Hamilton County Principals Say Part 1 Of TN Ready Testing Should Be Cut Due To Online System Failure; School Board May Join Request

  • Thursday, February 11, 2016

Hamilton County principals are asking that Part 1 of the TN Ready Assessment be dropped this year due to the recent crash of the online system for the program.

The principals also asked that any Part 1 TN Ready test results not be applied to students’ grades or to evaluations and rankings for school personnel and school districts.

County school board member Joe Galloway on Thursday said he will ask the board next Thursday to join in the request.


The local principals also said the scores should not be applied toaccountability data until the 2018-2019 school year.

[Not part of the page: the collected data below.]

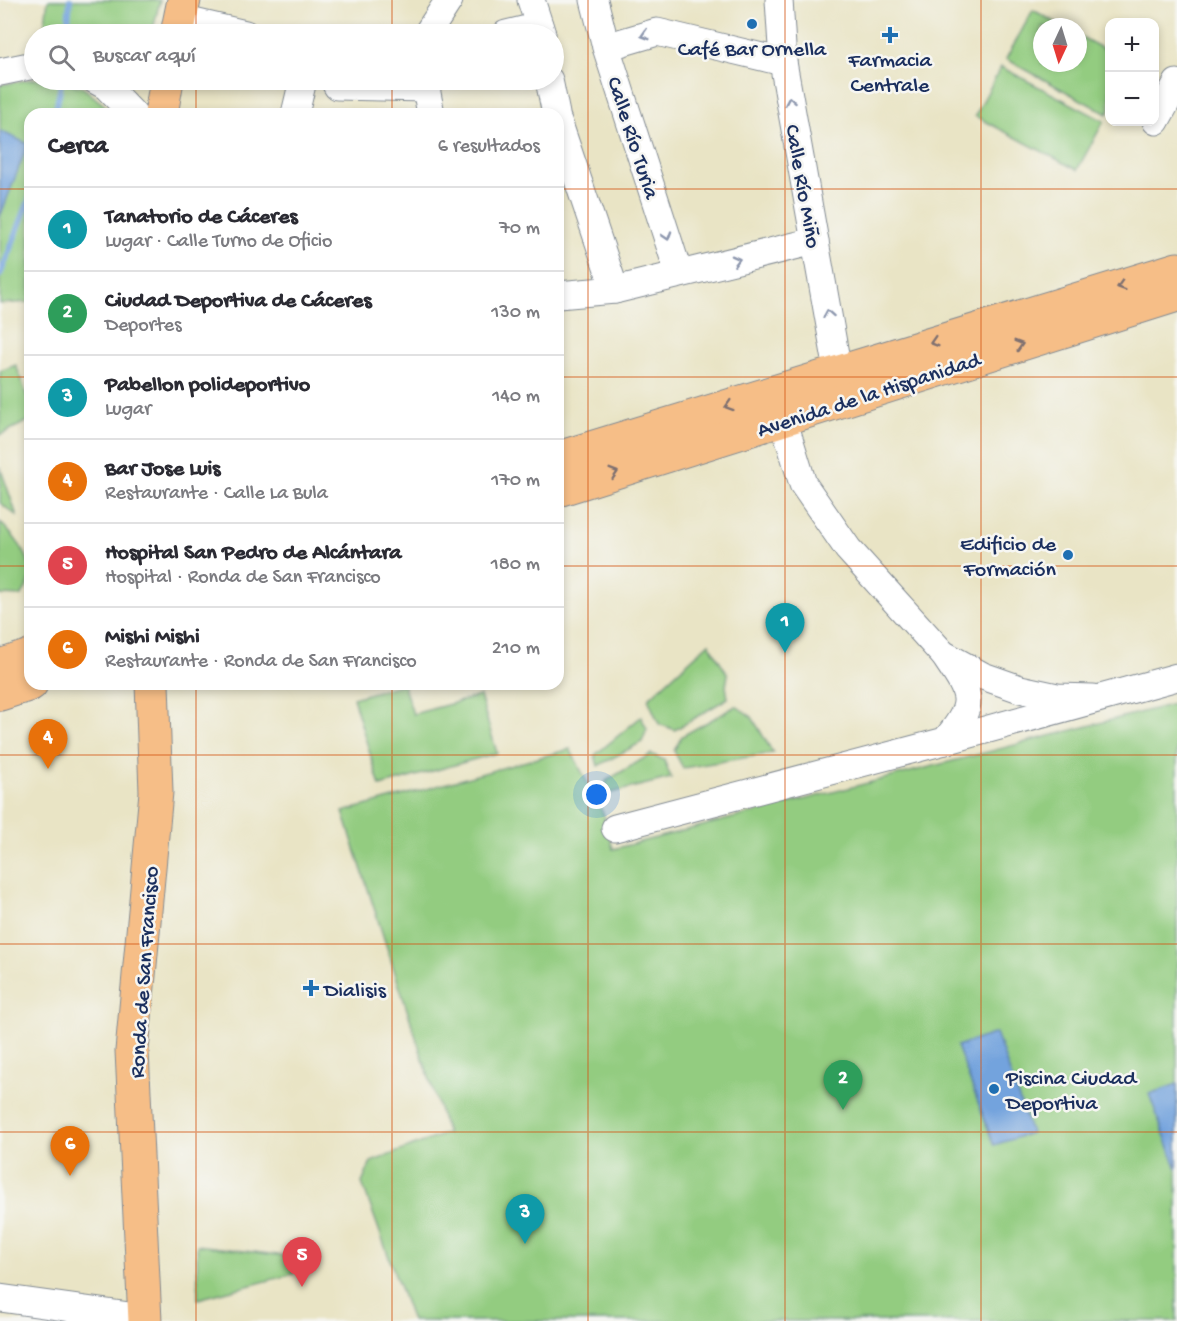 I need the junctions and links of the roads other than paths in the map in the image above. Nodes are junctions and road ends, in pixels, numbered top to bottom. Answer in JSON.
{"nodes":[{"id":1,"x":531,"y":0,"type":"edge"},
{"id":2,"x":594,"y":0,"type":"edge"},
{"id":3,"x":779,"y":0,"type":"edge"},
{"id":4,"x":180,"y":18,"type":"edge"},
{"id":5,"x":204,"y":24,"type":"edge"},
{"id":6,"x":538,"y":24,"type":"edge"},
{"id":7,"x":606,"y":47,"type":"junction"},
{"id":8,"x":783,"y":62,"type":"junction"},
{"id":9,"x":24,"y":67,"type":"edge"},
{"id":10,"x":0,"y":72,"type":"edge"},
{"id":11,"x":1177,"y":83,"type":"edge"},
{"id":12,"x":110,"y":90,"type":"edge"},
{"id":13,"x":166,"y":90,"type":"edge"},
{"id":14,"x":301,"y":90,"type":"edge"},
{"id":15,"x":382,"y":90,"type":"edge"},
{"id":16,"x":551,"y":90,"type":"edge"},
{"id":17,"x":427,"y":94,"type":"edge"},
{"id":18,"x":127,"y":108,"type":"edge"},
{"id":19,"x":161,"y":108,"type":"edge"},
{"id":20,"x":296,"y":108,"type":"edge"},
{"id":21,"x":555,"y":108,"type":"edge"},
{"id":22,"x":1159,"y":116,"type":"edge"},
{"id":23,"x":564,"y":153,"type":"edge"},
{"id":24,"x":815,"y":241,"type":"junction"},
{"id":25,"x":1177,"y":269,"type":"edge"},
{"id":26,"x":679,"y":274,"type":"junction"},
{"id":27,"x":615,"y":290,"type":"junction"},
{"id":28,"x":564,"y":294,"type":"edge"},
{"id":29,"x":1177,"y":295,"type":"edge"},
{"id":30,"x":838,"y":371,"type":"junction"},
{"id":31,"x":785,"y":389,"type":"junction"},
{"id":32,"x":783,"y":421,"type":"junction"},
{"id":33,"x":564,"y":456,"type":"edge"},
{"id":34,"x":564,"y":488,"type":"edge"},
{"id":35,"x":943,"y":654,"type":"junction"},
{"id":36,"x":24,"y":658,"type":"edge"},
{"id":37,"x":0,"y":666,"type":"edge"},
{"id":38,"x":1177,"y":677,"type":"edge"},
{"id":39,"x":24,"y":686,"type":"edge"},
{"id":40,"x":995,"y":688,"type":"junction"},
{"id":41,"x":150,"y":690,"type":"edge"},
{"id":42,"x":0,"y":694,"type":"edge"},
{"id":43,"x":1093,"y":698,"type":"junction"},
{"id":44,"x":975,"y":724,"type":"junction"},
{"id":45,"x":615,"y":828,"type":"dead end"},
{"id":46,"x":0,"y":1298,"type":"edge"},
{"id":47,"x":145,"y":1319,"type":"edge"}],
"edges":[{"from":1,"to":6,"type":"street"},
{"from":2,"to":7,"type":"street","name":"Calle Río Turia"},
{"from":3,"to":8,"type":"street","name":"Calle Río Miño"},
{"from":4,"to":5,"type":"street"},
{"from":8,"to":7,"type":"street","one_way":true},
{"from":7,"to":26,"type":"street","name":"Calle Río Turia","one_way":true},
{"from":24,"to":8,"type":"street","name":"Calle Río Miño","one_way":true},
{"from":9,"to":10,"type":"street"},
{"from":11,"to":22,"type":"street"},
{"from":12,"to":18,"type":"street"},
{"from":13,"to":19,"type":"main road"},
{"from":14,"to":20,"type":"street"},
{"from":15,"to":17,"type":"street"},
{"from":16,"to":21,"type":"street"},
{"from":23,"to":27,"type":"street"},
{"from":26,"to":24,"type":"street","one_way":true},
{"from":30,"to":24,"type":"street","name":"Calle Río Miño","one_way":true},
{"from":25,"to":30,"type":"main road","name":"Avenida de la Hispanidad","one_way":true},
{"from":26,"to":27,"type":"street"},
{"from":27,"to":28,"type":"street"},
{"from":32,"to":29,"type":"main road","name":"Avenida de la Hispanidad","one_way":true},
{"from":30,"to":31,"type":"main road","name":"Avenida de la Hispanidad"},
{"from":31,"to":32,"type":"street"},
{"from":31,"to":33,"type":"main road","name":"Avenida de la Hispanidad","one_way":true},
{"from":34,"to":32,"type":"main road","name":"Avenida de la Hispanidad","one_way":true},
{"from":32,"to":35,"type":"street"},
{"from":35,"to":40,"type":"street"},
{"from":35,"to":44,"type":"street"},
{"from":36,"to":37,"type":"main road"},
{"from":38,"to":43,"type":"street"},
{"from":39,"to":42,"type":"main road"},
{"from":40,"to":43,"type":"street"},
{"from":40,"to":44,"type":"street"},
{"from":41,"to":47,"type":"main road","name":"Ronda de San Francisco"},
{"from":43,"to":44,"type":"street"},
{"from":44,"to":45,"type":"street"},
{"from":46,"to":47,"type":"street"}]} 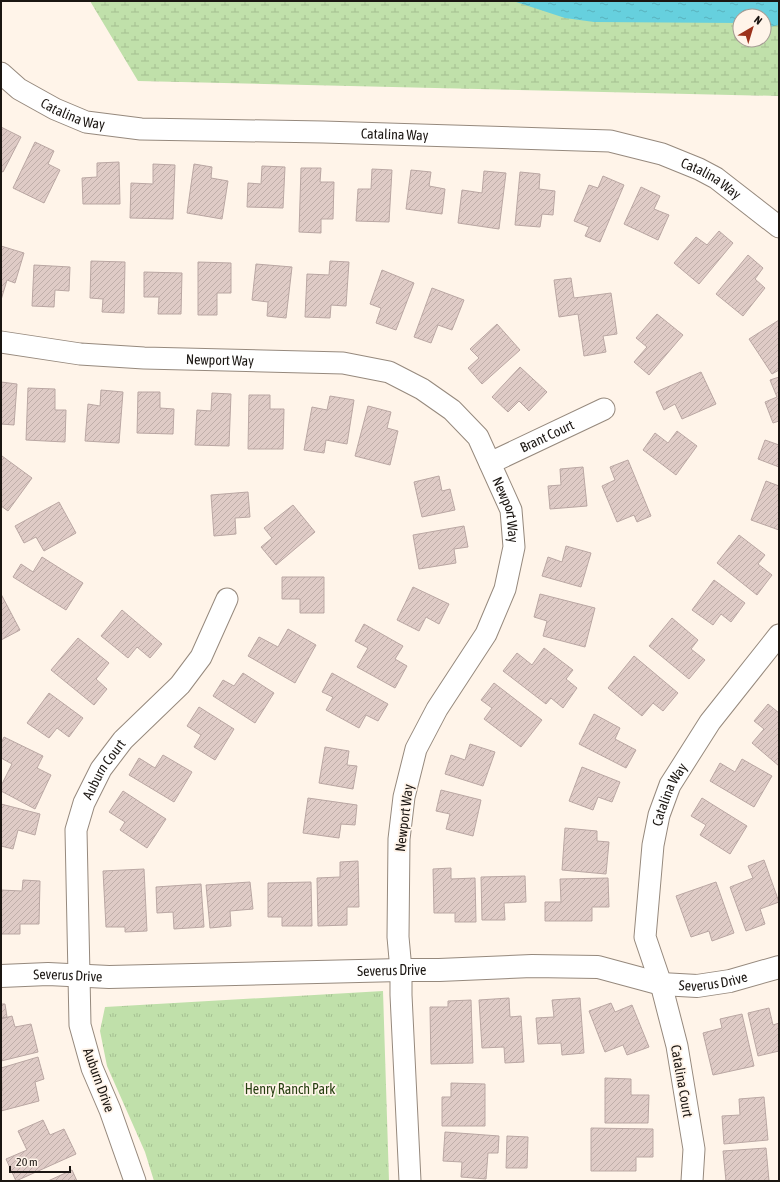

Here is the statement from the Hamilton County principals:

As advocates for the students of Hamilton County and based on the recent failure of the TN Ready online assessment, the Hamilton County Principals Association would like to make the following recommendations out of an obligation to our students and teachers:

*Part I of the TN Ready Assessment should be eliminated this school year based on the potential lack of reliability and validity of developing a paper/pencil assessment in a short time frame. Valuable instructional time has been dedicated to preparing for an online assessment that has been abruptly changed. Eliminating Part I of the TN Ready Assessment will allow valuable instructional time back into teacher and student schedules.  

* Due to the abrupt change from an online format to a paper and pencil assessment, the test scores from the TN Ready State Assessment for the 2015-2016 school year should not be applied to students’ grades as well as teacher, administrator, school and district final evaluative measures and rankings. 

* In addition to changes to this year’s accountability measures, the scores should not be applied to accountability data until the 2018-2019 school year. The reasoning behind this recommendation is due to the fact that to compare 2015-2016 scores (paper/pencil) to 2016-2017 scores (online format) would not be an accurate measurement of growth because the two assessments will be taken using entirely different formats. Additional time also lends itself to increased reliability of test results. 

It is the desire of the Hamilton County Principals Association that the above stated recommendations be considered for immediate action.